My Lords, I beg to move that the House do agree with the Commons in their Amendment No. 1. I shall speak also to Amendments Nos. 4 and 5.

As I have mentioned during earlier debates on the Bill, the Government intend to use it to make improvements to the offshore environmental regime. That includes implementing one of the recommendations in the recent report of the noble and learned Lord, Lord Donaldson, which was published on 15th March this year, and was instigated following events surrounding the "Sea Empress" oil tanker incident in 1996. I have referred to the report at earlier stages of the Bill.

The work of the noble and learned Lord concerned the control and salvage of shipping and offshore installations in situations where there is a significant threat of pollution. He reached four basic conclusions.

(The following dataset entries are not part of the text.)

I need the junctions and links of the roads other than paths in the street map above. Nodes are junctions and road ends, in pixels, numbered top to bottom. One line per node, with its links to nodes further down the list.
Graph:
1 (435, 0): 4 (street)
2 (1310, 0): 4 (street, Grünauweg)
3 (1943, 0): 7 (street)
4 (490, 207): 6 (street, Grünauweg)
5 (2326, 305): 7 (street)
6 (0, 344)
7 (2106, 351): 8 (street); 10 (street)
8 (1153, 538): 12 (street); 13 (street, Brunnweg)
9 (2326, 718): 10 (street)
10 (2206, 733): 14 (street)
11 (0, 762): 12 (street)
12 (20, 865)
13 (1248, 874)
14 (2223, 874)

The first was that incidents that threaten to cause or actually cause marine pollution are so many and varied that the involvement of Ministers in operational decisions is not a practicable option. Ministers are entitled to be kept informed and may subsequently be accountable to Parliament. However, while operations are in progress, Ministers must stand aside, and be seen to stand aside, leaving operational control in the hands of a Secretary of State's specially trained appointed representative (to be called, in the jargon, SOSREPs).

The second conclusion was that the "trigger" point at which the Government, in terms of their statutory powers and responsibilities, become entitled to give directions is where there is a threat of significant pollution to the UK's pollution control zone, territorial waters or coastline.

The third conclusion was that officers from the Maritime and Coastguard Agency as a whole should play a much larger part in operations in response to a significant threat of pollution than had been the case in the past.

The fourth conclusion was that the government response to the threat of significant pollution from or involving an offshore installation must be compatible with their response to such a threat from a shipping casualty. The Secretary of State for Trade and Industry should, therefore, be given powers and responsibilities in relation to offshore installations which are similar to those of the Secretary of State for the Environment. Transport and the Regions under the Merchant Shipping Act 1995.

I have given the first three conclusions as background. However, it is only this fourth conclusion that these amendments are designed to implement. They are a lengthy set of amendments and it might be useful if I briefly run through them.

Subsection (1) of the new clause provides the Secretary of State with powers for offshore installations equivalent to those for ships contained in the Merchant Shipping Act 1995. Subsection (2) seeks to define an offshore installation both by type and geographic location. Subsection (3) seeks to ensure that any regulations made may be tailored to the particular circumstances and various types of offshore installations and that regulations sit well with existing provisions. Subsections (4), (5) and (6) would ensure that consultation takes place with statutory bodies, industry and others prior to the introduction of regulations and that these be made by affirmative resolution of both Houses.

Amendment No. 4, which is a relatively technical amendment, provides that the powers to make and enforce regulations extend to Northern Ireland. The other amendment in this group reflects the fact that the Petroleum Act 1998 consolidated a good deal of earlier oil and gas legislation, including the Oil and Gas Enterprise Act 1982. These are, therefore, tidying-up amendments.

Moved, That the House do agree with the Commons in their Amendment No. 1.—(Lord Whitty.)